# Faster Whisper

In [None]:
#@markdown **GPU check** (you typically want a V100, P100 or T4)
!nvidia-smi -L
!nvidia-smi

In [None]:
#@markdown **Setup Whisper**
%pip install -q yt-dlp faster-whisper demucs

In [None]:
#@markdown **load Whisper**
model_size = "large-v2"  # @param ["tiny","base","small","medium", "large-v1", "large-v2"]

import torch, torchaudio, faster_whisper, math
from yt_dlp import YoutubeDL
from tqdm import tqdm
from demucs.pretrained import get_model as demucs_get_model
from demucs.separate import load_track as demucs_load_track
from demucs.apply import apply_model as demucs_apply_model

DEMUCS_MODEL = demucs_get_model("htdemucs").cuda()
WHISPER_MODEL = faster_whisper.WhisperModel(model_size, device="cuda")

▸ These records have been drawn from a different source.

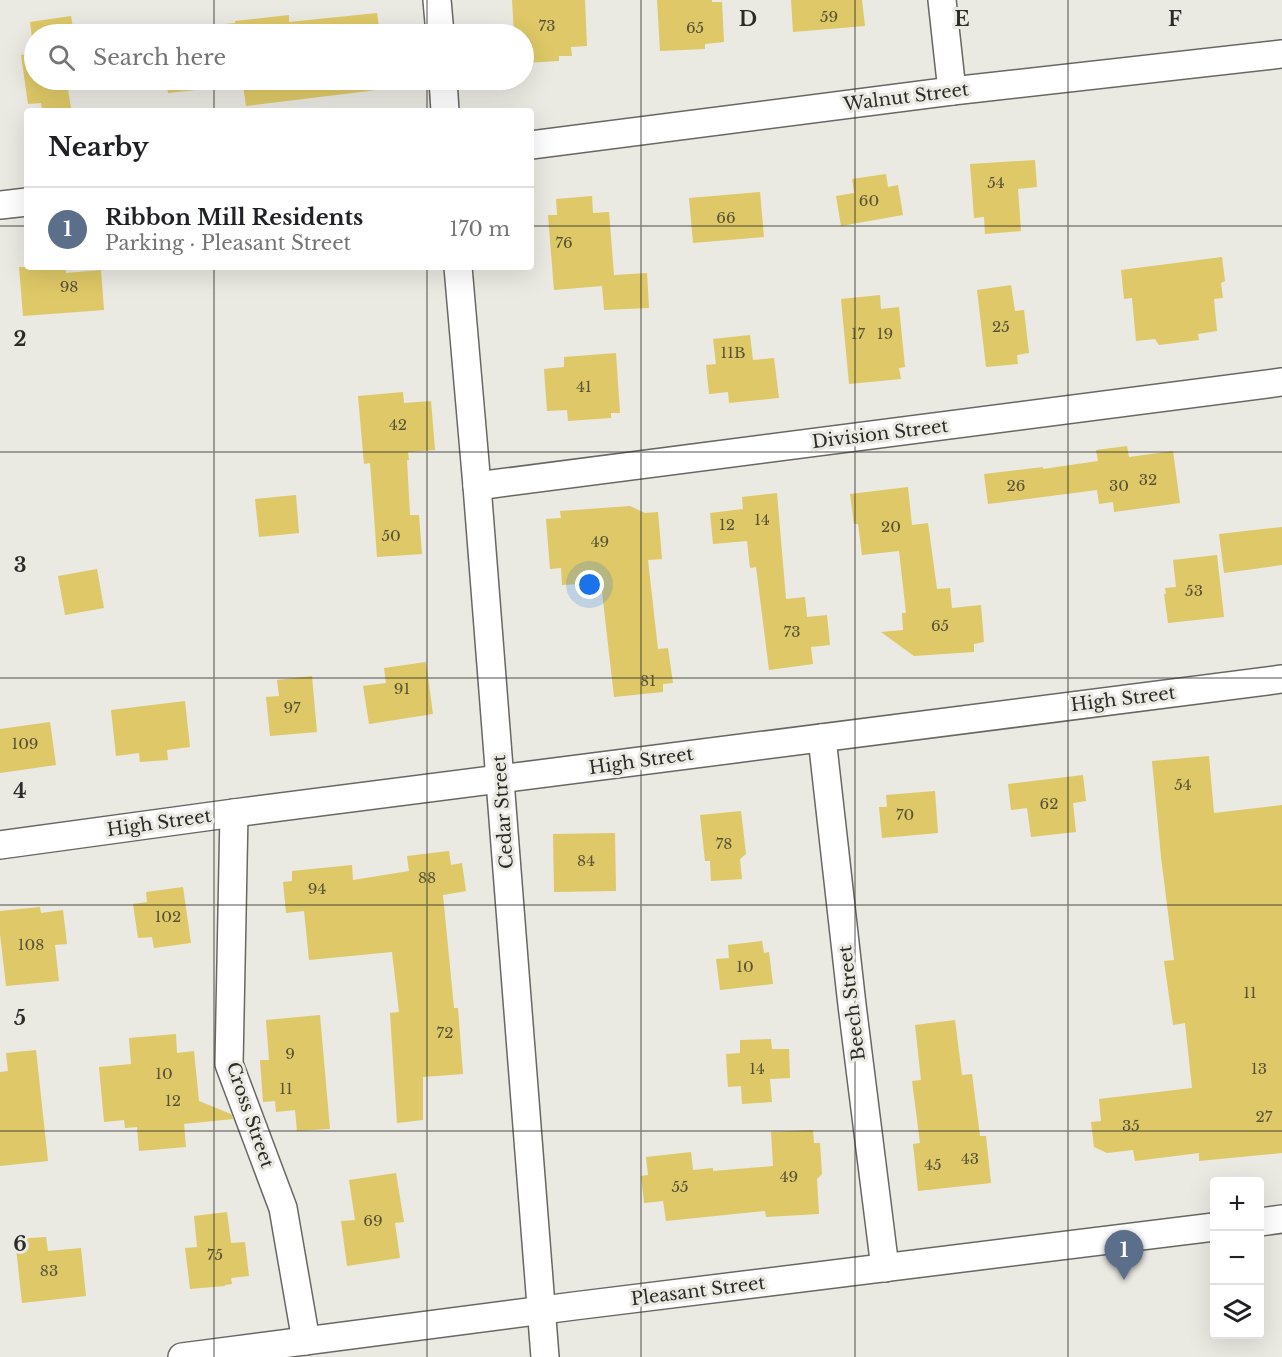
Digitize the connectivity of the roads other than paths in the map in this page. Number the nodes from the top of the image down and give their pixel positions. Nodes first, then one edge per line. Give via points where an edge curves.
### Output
1 (437, 0) edge
2 (942, 0) edge
3 (439, 24) edge
4 (1282, 54) edge
5 (444, 90) edge
6 (952, 91) junction
7 (445, 108) edge
8 (534, 145) edge
9 (24, 202) edge
10 (0, 205) edge
11 (458, 270) edge
12 (1282, 382) edge
13 (477, 486) junction
14 (1282, 678) edge
15 (822, 738) junction
16 (500, 780) junction
17 (234, 813) junction
18 (0, 844) edge
19 (1282, 1219) edge
20 (1264, 1221) edge
21 (1210, 1228) edge
22 (885, 1268) junction
23 (542, 1310) junction
24 (306, 1341) junction
25 (182, 1357) edge
26 (545, 1357) edge

1 - 3 street
2 - 6 street
4 - 6 street, Walnut Street
5 - 7 street
6 - 8 street, Walnut Street
9 - 10 street
11 - 13 street, Cedar Street
12 - 13 street, Division Street
13 - 16 street, Cedar Street
14 - 15 street, High Street
15 - 16 street, High Street
15 - 22 street, Beech Street
16 - 17 street, High Street
16 - 23 street, Cedar Street
17 - 18 street, High Street
17 - 24 street, Cross Street via 229,1064 282,1208
19 - 20 street
21 - 22 street, Pleasant Street
22 - 23 street, Pleasant Street
23 - 24 street, Pleasant Street
23 - 26 street, Cedar Street
24 - 25 street, Pleasant Street

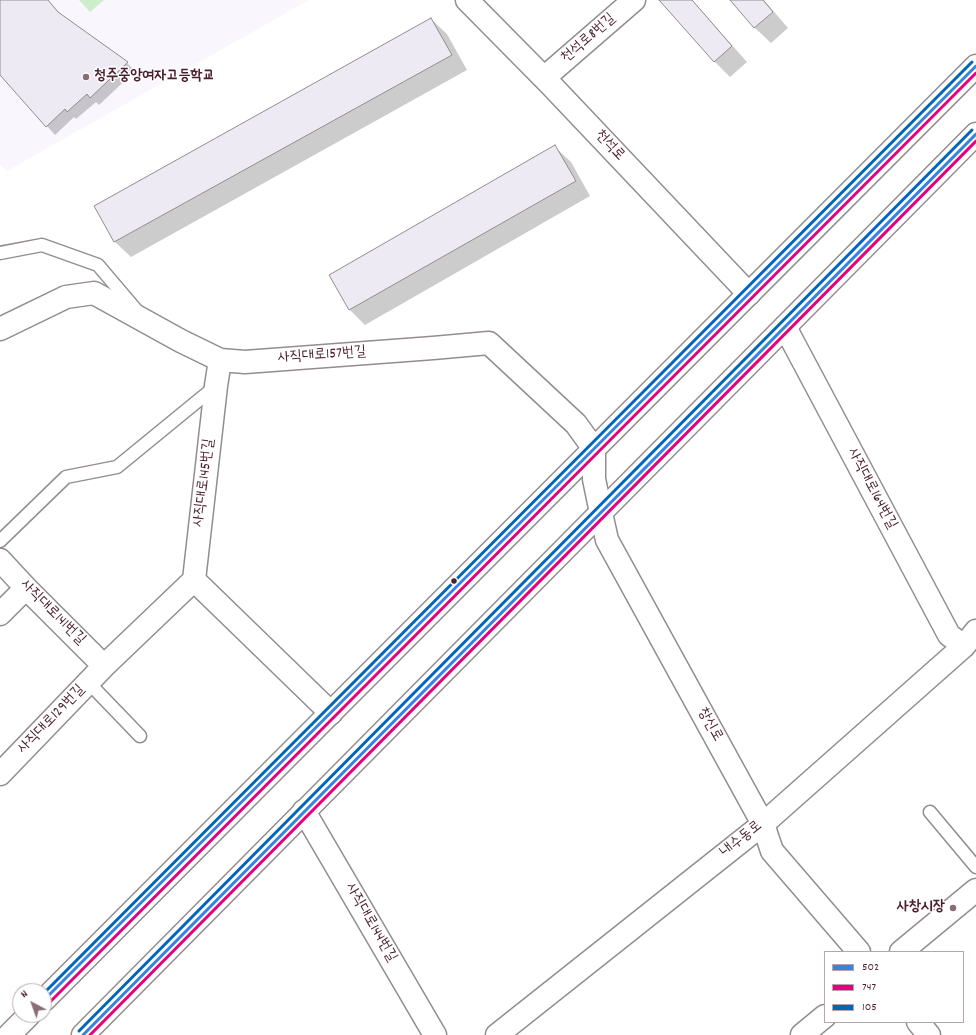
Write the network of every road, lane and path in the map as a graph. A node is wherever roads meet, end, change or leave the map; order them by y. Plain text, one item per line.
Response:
1 (467, 0) edge
2 (634, 0) edge
3 (976, 66) edge
4 (544, 78) junction
5 (976, 134) edge
6 (0, 253) edge
7 (749, 294) junction
8 (147, 322) junction
9 (785, 327) junction
10 (0, 329) edge
11 (220, 360) junction
12 (216, 386) junction
13 (594, 449) junction
14 (600, 513) junction
15 (0, 541) edge
16 (0, 560) edge
17 (194, 580) junction
18 (26, 588) junction
19 (0, 614) edge
20 (970, 639) edge
21 (104, 666) junction
22 (88, 682) junction
23 (331, 713) junction
24 (140, 736) dead end
25 (0, 774) edge
26 (304, 811) junction
27 (930, 812) dead end
28 (763, 824) junction
29 (976, 867) edge
30 (976, 890) edge
31 (858, 951) edge
32 (902, 951) edge
33 (52, 992) edge
34 (824, 1017) edge
35 (21, 1023) edge
36 (919, 1023) edge
37 (9, 1035) edge
38 (83, 1035) edge
39 (434, 1035) edge
40 (497, 1035) edge
41 (802, 1035) edge
42 (929, 1035) edge

1 - 4 street, 천석로
2 - 4 street, 천석로8번길
3 - 7 street
4 - 7 street, 천석로
5 - 9 street
6 - 8 lane
7 - 13 street
8 - 10 street, 사직대로157번길
8 - 11 street, 사직대로157번길
9 - 14 street
9 - 20 street, 사직대로164번길
11 - 12 street, 사직대로145번길
11 - 13 street, 사직대로157번길
12 - 15 lane
12 - 17 street, 사직대로145번길
13 - 14 street, 창신로
13 - 23 street
14 - 26 street
14 - 28 street, 창신로
16 - 18 street, 사직대로141번길
17 - 21 street
17 - 23 street
18 - 19 street
18 - 21 street, 사직대로141번길
20 - 28 street, 내수동로
21 - 22 street, 사직대로129번길
22 - 24 lane
22 - 25 street, 사직대로129번길
23 - 33 street
26 - 38 street
26 - 39 street, 사직대로144번길
27 - 29 lane
28 - 31 street, 창신로
28 - 40 street, 내수동로
30 - 32 street
34 - 41 street
35 - 37 street
36 - 42 street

def convert_to_hms(seconds: float) -> str:
	hours, remainder = divmod(seconds, 3600)
	minutes, seconds = divmod(remainder, 60)
	milliseconds = math.floor((seconds % 1) * 1000)
	output = f"{int(hours):02}:{int(minutes):02}:{int(seconds):02},{milliseconds:03}"
	return output

def convert_seg(segment: faster_whisper.transcribe.Segment) -> str:
	start = convert_to_hms(segment.start)
	end = convert_to_hms(segment.end)
	text = segment.text.strip()
	return f"{start} --> {end}\n{text}"

TQDM_FORMAT = "{desc}: {percentage:5.1f}% |{bar}| {n:.2f}/{total:.2f} audio frames [{elapsed}<{remaining}, {rate_fmt}]"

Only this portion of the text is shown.